BEGIN

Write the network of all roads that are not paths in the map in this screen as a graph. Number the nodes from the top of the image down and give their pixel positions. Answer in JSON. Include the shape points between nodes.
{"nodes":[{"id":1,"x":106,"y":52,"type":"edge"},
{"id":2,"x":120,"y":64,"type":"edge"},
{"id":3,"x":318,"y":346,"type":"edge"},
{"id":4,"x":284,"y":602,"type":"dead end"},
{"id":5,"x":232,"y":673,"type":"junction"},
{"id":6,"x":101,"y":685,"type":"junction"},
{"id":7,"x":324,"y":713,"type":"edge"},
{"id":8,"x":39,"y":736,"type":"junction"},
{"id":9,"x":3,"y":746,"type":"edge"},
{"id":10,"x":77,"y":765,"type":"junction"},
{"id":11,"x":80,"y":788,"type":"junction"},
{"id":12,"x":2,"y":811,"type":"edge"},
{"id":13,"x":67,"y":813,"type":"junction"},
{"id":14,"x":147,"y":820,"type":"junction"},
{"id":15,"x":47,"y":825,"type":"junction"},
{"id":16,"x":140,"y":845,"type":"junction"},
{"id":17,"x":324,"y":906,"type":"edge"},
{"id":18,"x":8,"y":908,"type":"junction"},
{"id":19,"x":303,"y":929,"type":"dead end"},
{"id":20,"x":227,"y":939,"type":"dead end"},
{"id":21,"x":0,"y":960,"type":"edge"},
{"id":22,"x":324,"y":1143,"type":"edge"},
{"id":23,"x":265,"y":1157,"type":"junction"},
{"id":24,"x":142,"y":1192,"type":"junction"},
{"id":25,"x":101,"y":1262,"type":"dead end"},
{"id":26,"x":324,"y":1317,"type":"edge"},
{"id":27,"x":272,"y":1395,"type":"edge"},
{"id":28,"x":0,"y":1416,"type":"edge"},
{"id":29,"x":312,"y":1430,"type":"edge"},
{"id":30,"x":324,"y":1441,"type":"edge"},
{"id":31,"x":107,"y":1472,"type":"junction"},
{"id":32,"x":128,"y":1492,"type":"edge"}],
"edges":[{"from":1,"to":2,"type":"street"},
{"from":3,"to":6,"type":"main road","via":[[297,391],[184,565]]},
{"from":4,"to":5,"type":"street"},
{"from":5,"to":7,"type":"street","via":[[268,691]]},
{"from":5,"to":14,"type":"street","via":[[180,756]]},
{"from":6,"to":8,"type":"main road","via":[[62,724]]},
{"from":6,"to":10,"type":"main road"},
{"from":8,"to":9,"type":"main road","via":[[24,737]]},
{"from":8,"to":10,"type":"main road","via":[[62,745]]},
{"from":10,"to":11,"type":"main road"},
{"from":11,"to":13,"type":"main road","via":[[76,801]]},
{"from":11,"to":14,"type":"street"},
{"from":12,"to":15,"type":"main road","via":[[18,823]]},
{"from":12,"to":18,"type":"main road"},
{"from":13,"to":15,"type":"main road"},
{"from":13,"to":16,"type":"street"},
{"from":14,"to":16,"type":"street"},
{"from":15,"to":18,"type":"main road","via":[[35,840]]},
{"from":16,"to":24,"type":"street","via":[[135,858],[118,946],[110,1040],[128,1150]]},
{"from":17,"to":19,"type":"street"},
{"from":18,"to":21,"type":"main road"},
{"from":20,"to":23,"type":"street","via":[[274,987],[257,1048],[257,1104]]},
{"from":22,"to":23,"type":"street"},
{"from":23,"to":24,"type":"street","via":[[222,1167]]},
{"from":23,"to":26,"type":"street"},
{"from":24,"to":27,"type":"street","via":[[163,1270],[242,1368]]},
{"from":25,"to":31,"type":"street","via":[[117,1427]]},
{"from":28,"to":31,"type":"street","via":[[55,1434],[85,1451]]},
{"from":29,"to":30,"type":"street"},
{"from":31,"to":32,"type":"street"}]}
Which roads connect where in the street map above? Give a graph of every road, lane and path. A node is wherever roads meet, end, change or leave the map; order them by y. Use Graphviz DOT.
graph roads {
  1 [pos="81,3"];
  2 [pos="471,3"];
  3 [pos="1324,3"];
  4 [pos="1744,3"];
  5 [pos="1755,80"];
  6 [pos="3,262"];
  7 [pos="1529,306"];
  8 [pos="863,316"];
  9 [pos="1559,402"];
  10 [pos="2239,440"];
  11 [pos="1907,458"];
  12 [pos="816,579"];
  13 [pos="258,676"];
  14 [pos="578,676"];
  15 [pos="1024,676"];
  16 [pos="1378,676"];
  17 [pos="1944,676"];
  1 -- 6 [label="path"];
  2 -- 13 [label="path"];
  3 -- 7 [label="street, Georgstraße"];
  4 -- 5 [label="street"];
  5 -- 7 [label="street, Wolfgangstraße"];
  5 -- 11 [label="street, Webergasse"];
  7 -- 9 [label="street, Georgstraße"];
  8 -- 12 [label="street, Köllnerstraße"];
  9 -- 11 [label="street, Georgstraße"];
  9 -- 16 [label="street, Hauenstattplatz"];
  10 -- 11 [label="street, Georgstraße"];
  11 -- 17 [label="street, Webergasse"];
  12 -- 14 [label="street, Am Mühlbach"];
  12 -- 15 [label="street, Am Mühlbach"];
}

END

Where a line above contains the word "Georgstraße", copy that line.

  3 -- 7 [label="street, Georgstraße"];
  7 -- 9 [label="street, Georgstraße"];
  9 -- 11 [label="street, Georgstraße"];
  10 -- 11 [label="street, Georgstraße"];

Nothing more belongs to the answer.